*** Opening of INPUT FOR THIS TASK ***

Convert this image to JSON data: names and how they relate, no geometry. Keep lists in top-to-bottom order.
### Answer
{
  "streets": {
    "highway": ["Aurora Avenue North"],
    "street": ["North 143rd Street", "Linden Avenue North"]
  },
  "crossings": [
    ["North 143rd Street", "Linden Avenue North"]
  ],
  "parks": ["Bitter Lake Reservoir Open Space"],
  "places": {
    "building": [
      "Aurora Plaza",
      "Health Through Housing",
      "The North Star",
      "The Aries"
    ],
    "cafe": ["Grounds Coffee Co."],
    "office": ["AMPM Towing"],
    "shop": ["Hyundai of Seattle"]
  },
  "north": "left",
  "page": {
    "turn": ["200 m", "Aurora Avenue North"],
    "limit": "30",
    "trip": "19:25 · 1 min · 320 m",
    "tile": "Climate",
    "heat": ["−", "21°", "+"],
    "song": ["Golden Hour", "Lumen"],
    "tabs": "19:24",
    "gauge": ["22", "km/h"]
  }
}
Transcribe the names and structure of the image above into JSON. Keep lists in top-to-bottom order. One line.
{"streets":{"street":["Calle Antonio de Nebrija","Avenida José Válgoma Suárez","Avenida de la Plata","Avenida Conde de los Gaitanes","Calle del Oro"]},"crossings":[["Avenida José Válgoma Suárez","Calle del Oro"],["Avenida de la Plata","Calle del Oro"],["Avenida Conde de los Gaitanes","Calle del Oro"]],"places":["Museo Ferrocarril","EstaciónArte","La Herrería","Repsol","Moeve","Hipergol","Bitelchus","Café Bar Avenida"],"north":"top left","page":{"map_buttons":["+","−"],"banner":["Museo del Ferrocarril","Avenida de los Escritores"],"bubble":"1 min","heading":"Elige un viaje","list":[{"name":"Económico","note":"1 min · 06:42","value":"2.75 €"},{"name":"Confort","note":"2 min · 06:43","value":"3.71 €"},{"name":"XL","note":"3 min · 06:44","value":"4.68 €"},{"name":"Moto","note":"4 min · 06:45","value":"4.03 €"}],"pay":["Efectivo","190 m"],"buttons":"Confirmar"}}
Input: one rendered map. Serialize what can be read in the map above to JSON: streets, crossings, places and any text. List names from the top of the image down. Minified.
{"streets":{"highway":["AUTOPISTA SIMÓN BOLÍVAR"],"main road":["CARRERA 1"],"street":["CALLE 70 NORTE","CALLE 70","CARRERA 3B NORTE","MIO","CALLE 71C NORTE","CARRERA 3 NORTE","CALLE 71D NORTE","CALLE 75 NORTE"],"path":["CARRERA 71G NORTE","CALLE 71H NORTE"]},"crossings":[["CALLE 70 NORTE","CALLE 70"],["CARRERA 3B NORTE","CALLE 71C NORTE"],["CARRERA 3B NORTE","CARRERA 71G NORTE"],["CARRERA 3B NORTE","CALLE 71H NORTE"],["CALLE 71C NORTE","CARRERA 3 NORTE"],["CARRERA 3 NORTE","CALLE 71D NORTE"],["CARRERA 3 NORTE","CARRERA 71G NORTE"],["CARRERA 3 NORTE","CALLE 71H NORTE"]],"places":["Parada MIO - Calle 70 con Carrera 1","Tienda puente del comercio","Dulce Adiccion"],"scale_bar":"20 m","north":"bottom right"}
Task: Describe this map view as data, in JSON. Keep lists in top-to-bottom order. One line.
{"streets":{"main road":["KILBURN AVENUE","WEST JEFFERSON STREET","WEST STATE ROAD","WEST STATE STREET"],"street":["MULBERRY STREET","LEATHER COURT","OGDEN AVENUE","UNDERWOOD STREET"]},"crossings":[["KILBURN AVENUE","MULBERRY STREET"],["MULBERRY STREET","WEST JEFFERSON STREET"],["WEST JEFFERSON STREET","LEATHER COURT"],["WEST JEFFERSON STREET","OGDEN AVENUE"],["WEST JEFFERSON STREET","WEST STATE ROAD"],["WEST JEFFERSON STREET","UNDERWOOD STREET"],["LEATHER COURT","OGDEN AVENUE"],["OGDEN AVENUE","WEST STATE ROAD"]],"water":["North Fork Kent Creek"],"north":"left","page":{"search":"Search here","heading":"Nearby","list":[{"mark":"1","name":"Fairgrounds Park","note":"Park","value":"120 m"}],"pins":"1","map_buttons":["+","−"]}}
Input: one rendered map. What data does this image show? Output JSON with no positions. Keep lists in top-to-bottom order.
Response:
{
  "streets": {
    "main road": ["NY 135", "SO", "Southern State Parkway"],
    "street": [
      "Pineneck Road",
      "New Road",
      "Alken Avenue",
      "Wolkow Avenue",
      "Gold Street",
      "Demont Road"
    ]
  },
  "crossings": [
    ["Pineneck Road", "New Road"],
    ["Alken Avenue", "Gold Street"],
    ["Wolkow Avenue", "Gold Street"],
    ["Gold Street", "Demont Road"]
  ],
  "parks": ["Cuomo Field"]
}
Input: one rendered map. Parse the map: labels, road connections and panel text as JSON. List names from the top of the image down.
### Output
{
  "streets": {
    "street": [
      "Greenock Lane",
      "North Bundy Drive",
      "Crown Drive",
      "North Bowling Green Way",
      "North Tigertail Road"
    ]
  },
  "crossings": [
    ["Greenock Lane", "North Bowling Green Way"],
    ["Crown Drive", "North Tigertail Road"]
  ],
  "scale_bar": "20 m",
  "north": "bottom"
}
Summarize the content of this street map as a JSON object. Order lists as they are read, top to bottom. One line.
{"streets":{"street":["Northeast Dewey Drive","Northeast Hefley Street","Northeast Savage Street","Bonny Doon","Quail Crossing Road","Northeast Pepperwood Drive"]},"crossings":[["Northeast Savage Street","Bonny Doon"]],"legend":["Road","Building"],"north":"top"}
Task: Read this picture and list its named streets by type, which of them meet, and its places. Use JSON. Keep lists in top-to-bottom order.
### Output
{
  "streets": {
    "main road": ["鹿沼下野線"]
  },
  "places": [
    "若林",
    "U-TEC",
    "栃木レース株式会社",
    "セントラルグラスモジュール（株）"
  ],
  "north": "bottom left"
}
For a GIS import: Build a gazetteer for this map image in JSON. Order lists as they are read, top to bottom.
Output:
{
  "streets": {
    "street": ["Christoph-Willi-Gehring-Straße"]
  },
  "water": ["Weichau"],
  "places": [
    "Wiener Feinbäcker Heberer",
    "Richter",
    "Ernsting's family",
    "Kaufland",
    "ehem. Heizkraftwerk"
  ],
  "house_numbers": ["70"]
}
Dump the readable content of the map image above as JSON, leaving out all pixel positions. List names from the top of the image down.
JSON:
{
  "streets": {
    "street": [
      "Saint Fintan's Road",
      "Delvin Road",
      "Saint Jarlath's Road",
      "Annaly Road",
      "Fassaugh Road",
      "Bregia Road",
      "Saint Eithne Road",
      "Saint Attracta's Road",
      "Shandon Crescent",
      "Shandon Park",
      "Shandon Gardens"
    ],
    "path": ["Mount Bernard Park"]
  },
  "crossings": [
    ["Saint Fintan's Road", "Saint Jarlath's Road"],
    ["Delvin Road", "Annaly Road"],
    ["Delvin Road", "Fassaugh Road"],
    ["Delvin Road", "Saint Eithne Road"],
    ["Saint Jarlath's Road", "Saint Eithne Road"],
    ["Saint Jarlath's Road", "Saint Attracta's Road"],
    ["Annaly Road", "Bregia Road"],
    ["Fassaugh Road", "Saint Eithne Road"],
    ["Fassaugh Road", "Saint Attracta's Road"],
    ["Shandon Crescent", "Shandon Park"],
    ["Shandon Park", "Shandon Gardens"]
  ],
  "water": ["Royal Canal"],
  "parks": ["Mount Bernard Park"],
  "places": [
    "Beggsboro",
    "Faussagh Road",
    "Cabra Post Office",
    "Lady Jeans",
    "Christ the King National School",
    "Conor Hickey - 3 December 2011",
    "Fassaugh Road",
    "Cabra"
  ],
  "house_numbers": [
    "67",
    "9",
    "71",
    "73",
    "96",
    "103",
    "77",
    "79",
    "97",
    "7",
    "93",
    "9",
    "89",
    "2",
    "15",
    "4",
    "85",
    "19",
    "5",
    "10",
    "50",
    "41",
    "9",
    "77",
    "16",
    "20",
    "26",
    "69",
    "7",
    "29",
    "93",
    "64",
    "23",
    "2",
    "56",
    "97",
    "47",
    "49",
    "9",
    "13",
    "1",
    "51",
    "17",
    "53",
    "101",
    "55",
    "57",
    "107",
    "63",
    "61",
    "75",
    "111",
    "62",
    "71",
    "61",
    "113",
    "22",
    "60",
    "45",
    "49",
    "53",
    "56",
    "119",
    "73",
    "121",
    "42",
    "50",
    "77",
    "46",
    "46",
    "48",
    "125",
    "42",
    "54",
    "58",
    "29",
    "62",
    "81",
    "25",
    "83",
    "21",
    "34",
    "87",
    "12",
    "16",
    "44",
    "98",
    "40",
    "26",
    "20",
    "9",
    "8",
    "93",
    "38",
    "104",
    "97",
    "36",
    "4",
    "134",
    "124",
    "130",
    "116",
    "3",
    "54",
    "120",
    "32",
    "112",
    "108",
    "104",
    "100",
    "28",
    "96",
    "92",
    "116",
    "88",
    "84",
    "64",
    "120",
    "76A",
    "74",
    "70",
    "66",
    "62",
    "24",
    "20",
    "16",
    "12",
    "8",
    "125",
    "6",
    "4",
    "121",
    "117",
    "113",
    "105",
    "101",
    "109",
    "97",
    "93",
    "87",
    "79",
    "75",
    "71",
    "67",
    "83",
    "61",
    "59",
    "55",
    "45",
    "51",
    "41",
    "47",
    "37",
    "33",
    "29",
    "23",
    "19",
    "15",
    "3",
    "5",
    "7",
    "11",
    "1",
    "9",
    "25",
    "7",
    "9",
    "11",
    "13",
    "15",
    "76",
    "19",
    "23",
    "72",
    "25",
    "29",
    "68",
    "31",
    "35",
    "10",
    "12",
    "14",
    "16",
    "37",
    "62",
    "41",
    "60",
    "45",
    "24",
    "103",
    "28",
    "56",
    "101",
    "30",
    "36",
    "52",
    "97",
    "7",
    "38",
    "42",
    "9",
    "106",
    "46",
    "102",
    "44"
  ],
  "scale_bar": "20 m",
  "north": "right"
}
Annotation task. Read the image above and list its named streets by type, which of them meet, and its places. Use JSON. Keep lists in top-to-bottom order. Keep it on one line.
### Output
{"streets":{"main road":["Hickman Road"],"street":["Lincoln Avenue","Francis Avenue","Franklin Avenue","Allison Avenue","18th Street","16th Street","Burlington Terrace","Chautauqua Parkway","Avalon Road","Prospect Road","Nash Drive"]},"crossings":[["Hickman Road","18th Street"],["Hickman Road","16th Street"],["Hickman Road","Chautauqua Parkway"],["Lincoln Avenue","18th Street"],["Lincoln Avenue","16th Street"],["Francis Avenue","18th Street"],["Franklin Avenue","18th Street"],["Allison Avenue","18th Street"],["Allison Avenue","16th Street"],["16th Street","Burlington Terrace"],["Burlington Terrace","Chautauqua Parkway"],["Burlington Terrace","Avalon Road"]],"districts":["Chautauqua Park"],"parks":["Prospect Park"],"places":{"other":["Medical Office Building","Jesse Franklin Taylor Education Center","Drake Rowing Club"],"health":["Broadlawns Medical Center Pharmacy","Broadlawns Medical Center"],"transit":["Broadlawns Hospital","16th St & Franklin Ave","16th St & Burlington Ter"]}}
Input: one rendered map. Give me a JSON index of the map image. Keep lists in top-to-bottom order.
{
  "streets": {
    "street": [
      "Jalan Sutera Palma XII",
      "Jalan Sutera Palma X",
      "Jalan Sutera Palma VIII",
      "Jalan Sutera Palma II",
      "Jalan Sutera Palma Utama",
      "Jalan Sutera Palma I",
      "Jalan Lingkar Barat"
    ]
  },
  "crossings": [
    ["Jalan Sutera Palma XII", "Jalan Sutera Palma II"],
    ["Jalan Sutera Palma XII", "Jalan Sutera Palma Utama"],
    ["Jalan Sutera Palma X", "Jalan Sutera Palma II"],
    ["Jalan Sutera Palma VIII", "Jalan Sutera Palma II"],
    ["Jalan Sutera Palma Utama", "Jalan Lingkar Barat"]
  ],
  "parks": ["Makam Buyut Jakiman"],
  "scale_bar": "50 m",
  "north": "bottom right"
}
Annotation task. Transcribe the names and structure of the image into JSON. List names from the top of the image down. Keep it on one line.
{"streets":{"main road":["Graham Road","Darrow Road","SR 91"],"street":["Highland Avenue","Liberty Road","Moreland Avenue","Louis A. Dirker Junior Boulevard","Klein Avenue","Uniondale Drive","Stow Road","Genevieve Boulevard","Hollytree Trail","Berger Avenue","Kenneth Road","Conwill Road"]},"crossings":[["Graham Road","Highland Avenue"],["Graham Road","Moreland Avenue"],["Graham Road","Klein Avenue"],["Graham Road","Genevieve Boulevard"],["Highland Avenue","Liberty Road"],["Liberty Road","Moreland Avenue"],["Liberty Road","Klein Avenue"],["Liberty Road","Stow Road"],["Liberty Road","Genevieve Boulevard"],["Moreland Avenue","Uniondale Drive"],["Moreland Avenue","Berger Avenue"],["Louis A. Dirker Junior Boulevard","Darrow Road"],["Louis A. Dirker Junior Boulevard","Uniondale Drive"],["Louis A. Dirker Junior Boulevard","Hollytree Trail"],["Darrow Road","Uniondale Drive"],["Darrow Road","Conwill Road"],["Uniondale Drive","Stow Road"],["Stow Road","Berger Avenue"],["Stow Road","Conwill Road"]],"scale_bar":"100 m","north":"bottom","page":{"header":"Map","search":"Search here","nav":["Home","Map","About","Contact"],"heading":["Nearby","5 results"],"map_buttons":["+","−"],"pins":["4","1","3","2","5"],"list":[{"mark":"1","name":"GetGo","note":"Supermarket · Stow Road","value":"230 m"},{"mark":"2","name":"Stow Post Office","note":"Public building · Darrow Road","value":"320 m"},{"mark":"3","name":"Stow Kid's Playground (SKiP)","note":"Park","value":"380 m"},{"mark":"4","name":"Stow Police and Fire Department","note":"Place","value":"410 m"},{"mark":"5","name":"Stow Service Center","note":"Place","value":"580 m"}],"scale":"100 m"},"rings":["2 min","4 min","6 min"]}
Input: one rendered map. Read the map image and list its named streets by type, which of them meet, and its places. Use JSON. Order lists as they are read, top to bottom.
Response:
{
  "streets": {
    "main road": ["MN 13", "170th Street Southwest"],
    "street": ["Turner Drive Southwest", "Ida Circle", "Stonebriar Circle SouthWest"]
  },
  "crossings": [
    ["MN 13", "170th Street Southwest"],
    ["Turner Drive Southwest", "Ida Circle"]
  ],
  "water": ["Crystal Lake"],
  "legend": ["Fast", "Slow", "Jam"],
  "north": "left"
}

*** Close of INPUT FOR THIS TASK ***

### WORK INSTRUCTION
Throughout the material above, find lines holding the word "Lake", then copy them.

### TASK OUTPUT
  "parks": ["Bitter Lake Reservoir Open Space"],
  "water": ["Crystal Lake"],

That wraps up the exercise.